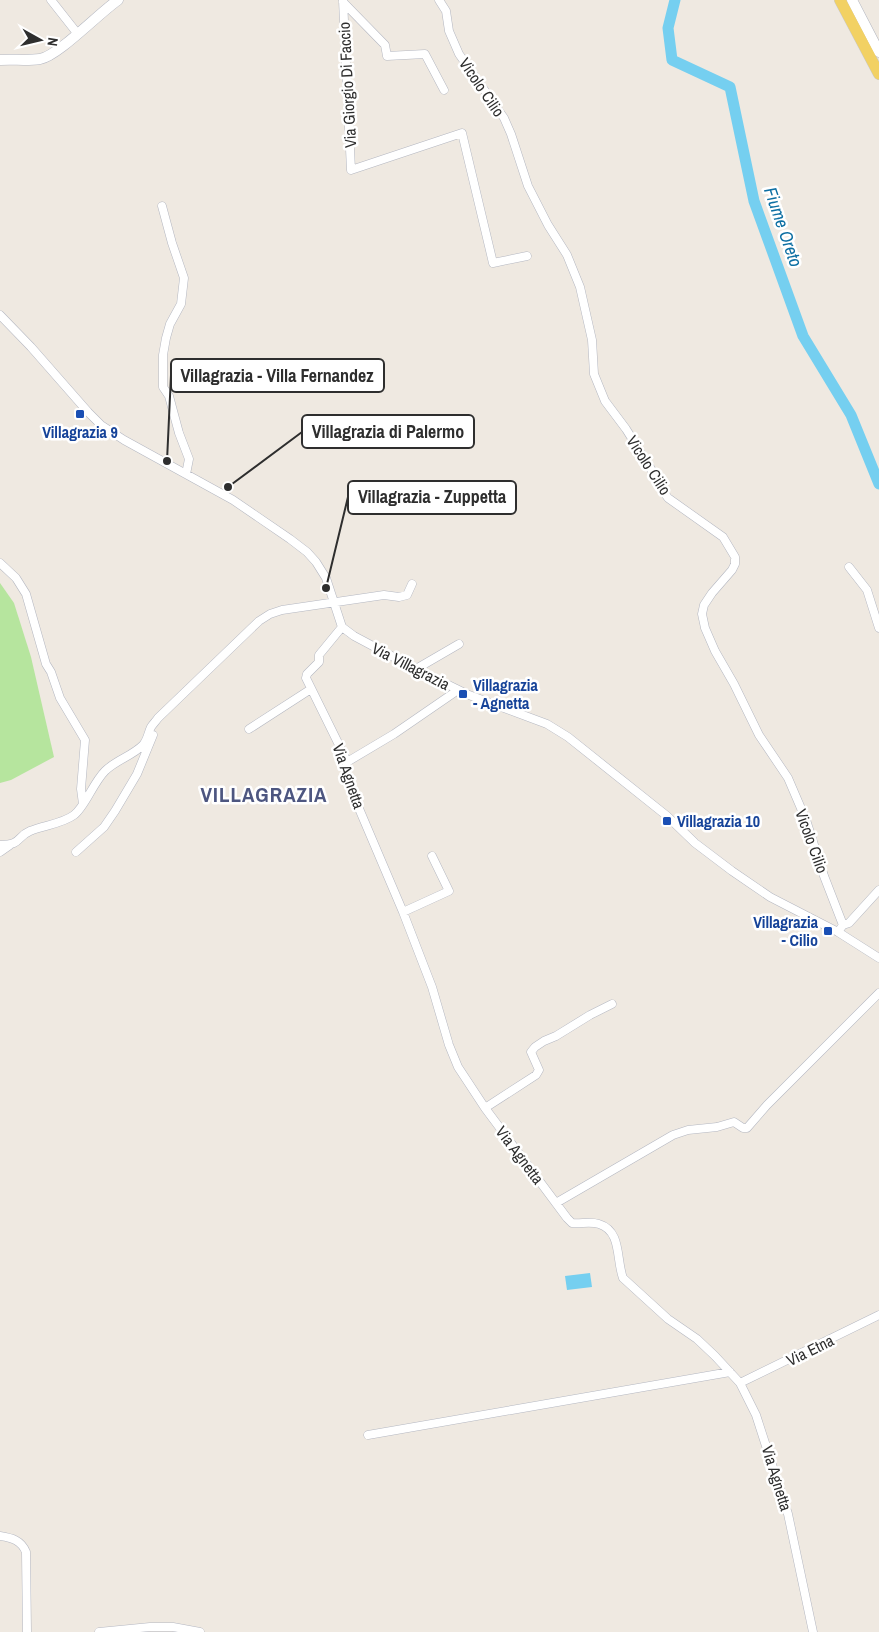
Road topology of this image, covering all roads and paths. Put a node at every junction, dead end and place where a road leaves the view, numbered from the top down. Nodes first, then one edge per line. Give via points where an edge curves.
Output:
1 (52, 0) edge
2 (118, 0) edge
3 (439, 0) edge
4 (840, 0) edge
5 (852, 0) edge
6 (343, 1) edge
7 (77, 33) junction
8 (879, 52) edge
9 (0, 60) edge
10 (879, 74) edge
11 (444, 90) dead end
12 (162, 206) dead end
13 (527, 256) dead end
14 (0, 315) edge
15 (186, 474) junction
16 (0, 563) edge
17 (849, 567) dead end
18 (412, 584) dead end
19 (333, 602) junction
20 (342, 627) junction
21 (879, 628) edge
22 (459, 644) dead end
23 (416, 669) junction
24 (311, 690) junction
25 (458, 690) junction
26 (249, 729) dead end
27 (149, 732) junction
28 (347, 762) junction
29 (82, 804) junction
30 (0, 844) edge
31 (10, 845) junction
32 (0, 852) edge
33 (76, 852) dead end
34 (432, 856) dead end
35 (879, 890) edge
36 (403, 912) junction
37 (843, 925) junction
38 (838, 932) junction
39 (879, 958) edge
40 (879, 992) edge
41 (612, 1004) dead end
42 (485, 1108) junction
43 (556, 1204) junction
44 (879, 1315) edge
45 (730, 1372) junction
46 (740, 1383) junction
47 (368, 1435) dead end
48 (0, 1536) edge
49 (27, 1632) edge
50 (99, 1632) edge
51 (200, 1632) edge
52 (813, 1632) edge

1 - 7 street
2 - 7 main road
3 - 37 street, Vicolo Cilio via 446,11 449,31 460,54 504,118 528,186 567,255 580,287 592,340 594,374 605,401 668,498 723,537 732,550 735,564 704,605 705,628 759,735 788,778
4 - 10 main road
5 - 8 main road
6 - 11 street via 385,45 387,56 425,54
6 - 13 street, Via Giorgio Di Faccio via 351,170 462,133 493,263
7 - 9 main road via 54,53 40,59
12 - 15 street via 184,278 181,304 166,338 163,387 169,396 189,459
14 - 15 street via 101,425
15 - 19 street via 233,500 307,552 322,571
16 - 29 street via 23,587 46,664 60,698 85,740
17 - 21 street via 867,590
18 - 19 street via 407,595 399,597 384,595
19 - 20 street
19 - 27 street via 282,610 259,621 158,718
20 - 23 street, Via Villagrazia
20 - 24 street via 307,674
22 - 23 street
23 - 25 street, Via Villagrazia
24 - 26 street
24 - 28 street, Via Agnetta
25 - 28 street
25 - 38 street, Via Villagrazia via 547,724 568,737 732,871 770,897
27 - 29 street via 142,746 105,771
27 - 33 street via 153,735 142,764 115,811 104,827
28 - 36 street, Via Agnetta via 346,778
29 - 31 street via 72,817 28,832
30 - 31 street
31 - 32 street
34 - 36 street via 449,891
35 - 37 street via 849,923
36 - 42 street, Via Agnetta via 454,1057
37 - 38 street
38 - 39 street, Via Villagrazia
40 - 43 street via 747,1128 734,1122 673,1135
41 - 42 street via 535,1047 531,1052 539,1070 536,1075
42 - 43 street, Via Agnetta
43 - 45 street, Via Agnetta via 572,1222 592,1222 613,1234 623,1278
44 - 46 street, Via Etna
45 - 46 street, Via Agnetta
45 - 47 street
46 - 52 street, Via Agnetta via 773,1462 788,1514
48 - 49 street via 23,1544 26,1552
50 - 51 street via 173,1627

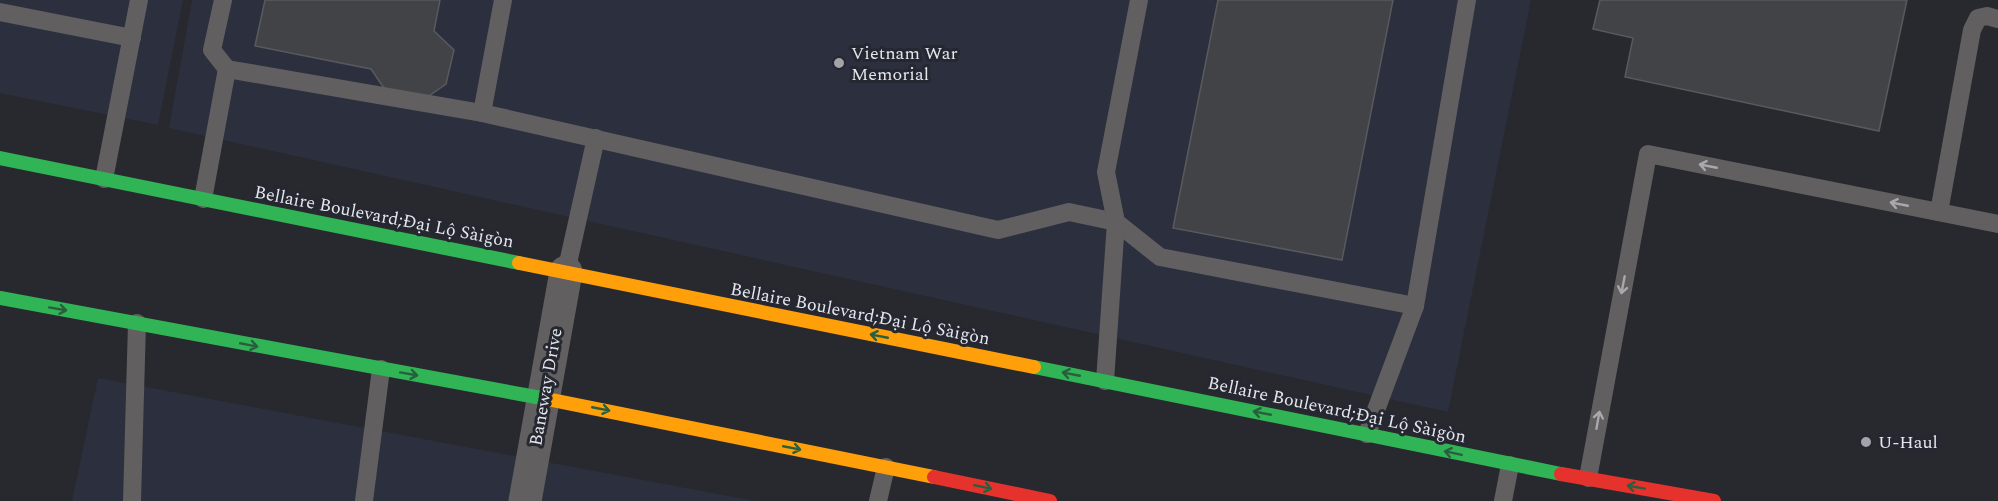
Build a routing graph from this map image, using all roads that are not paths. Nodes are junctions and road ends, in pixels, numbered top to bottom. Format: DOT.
graph roads {
  1 [pos="140,0"];
  2 [pos="223,0"];
  3 [pos="503,0"];
  4 [pos="1139,0"];
  5 [pos="1467,0"];
  6 [pos="0,12"];
  7 [pos="1998,19"];
  8 [pos="132,38"];
  9 [pos="227,69"];
  10 [pos="482,113"];
  11 [pos="596,138"];
  12 [pos="0,158"];
  13 [pos="104,179"];
  14 [pos="203,199"];
  15 [pos="1939,212"];
  16 [pos="1116,222"];
  17 [pos="1998,224"];
  18 [pos="566,272"];
  19 [pos="0,298"];
  20 [pos="1415,306"];
  21 [pos="137,323"];
  22 [pos="381,369"];
  23 [pos="1105,381"];
  24 [pos="544,398"];
  25 [pos="1367,434"];
  26 [pos="1510,465"];
  27 [pos="886,466"];
  28 [pos="1588,478"];
  29 [pos="132,501"];
  30 [pos="364,501"];
  31 [pos="525,501"];
  32 [pos="878,501"];
  33 [pos="1050,501"];
  34 [pos="1503,501"];
  35 [pos="1714,501"];
  1 -- 8 [label="lane"];
  2 -- 9 [label="lane"];
  3 -- 10 [label="lane"];
  4 -- 16 [label="lane"];
  5 -- 20 [label="lane"];
  6 -- 8 [label="lane"];
  7 -- 15 [label="lane"];
  8 -- 13 [label="lane"];
  9 -- 10 [label="lane"];
  9 -- 14 [label="lane"];
  10 -- 11 [label="lane"];
  11 -- 16 [label="lane"];
  11 -- 18 [label="lane"];
  12 -- 13 [label="main road, Bellaire Boulevard;Đại Lộ Sàigòn"];
  13 -- 14 [label="main road, Bellaire Boulevard;Đại Lộ Sàigòn"];
  14 -- 18 [label="main road, Bellaire Boulevard;Đại Lộ Sàigòn"];
  15 -- 17 [label="lane"];
  15 -- 28 [label="lane"];
  16 -- 20 [label="lane"];
  16 -- 23 [label="lane"];
  23 -- 18 [label="main road, Bellaire Boulevard;Đại Lộ Sàigòn, one-way"];
  18 -- 24 [label="street, Baneway Drive"];
  19 -- 21 [label="main road, one-way"];
  20 -- 25 [label="lane"];
  21 -- 22 [label="main road, one-way"];
  21 -- 29 [label="lane"];
  22 -- 24 [label="main road, one-way"];
  22 -- 30 [label="lane"];
  25 -- 23 [label="main road, Bellaire Boulevard;Đại Lộ Sàigòn, one-way"];
  24 -- 27 [label="main road, one-way"];
  24 -- 31 [label="street, Baneway Drive"];
  26 -- 25 [label="main road, Bellaire Boulevard;Đại Lộ Sàigòn, one-way"];
  26 -- 28 [label="main road, Bellaire Boulevard;Đại Lộ Sàigòn"];
  26 -- 34 [label="lane"];
  27 -- 32 [label="lane"];
  27 -- 33 [label="main road, one-way"];
  35 -- 28 [label="main road, Bellaire Boulevard;Đại Lộ Sàigòn, one-way"];
}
□ □ □ □
◆ **REQUIREMENT**
Would you copy out every line in the records that includes the string "Villagrazia"?

◆ **SOLUTION TO THE PROBLEM**
20 - 23 street, Via Villagrazia
23 - 25 street, Via Villagrazia
25 - 38 street, Via Villagrazia via 547,724 568,737 732,871 770,897
38 - 39 street, Via Villagrazia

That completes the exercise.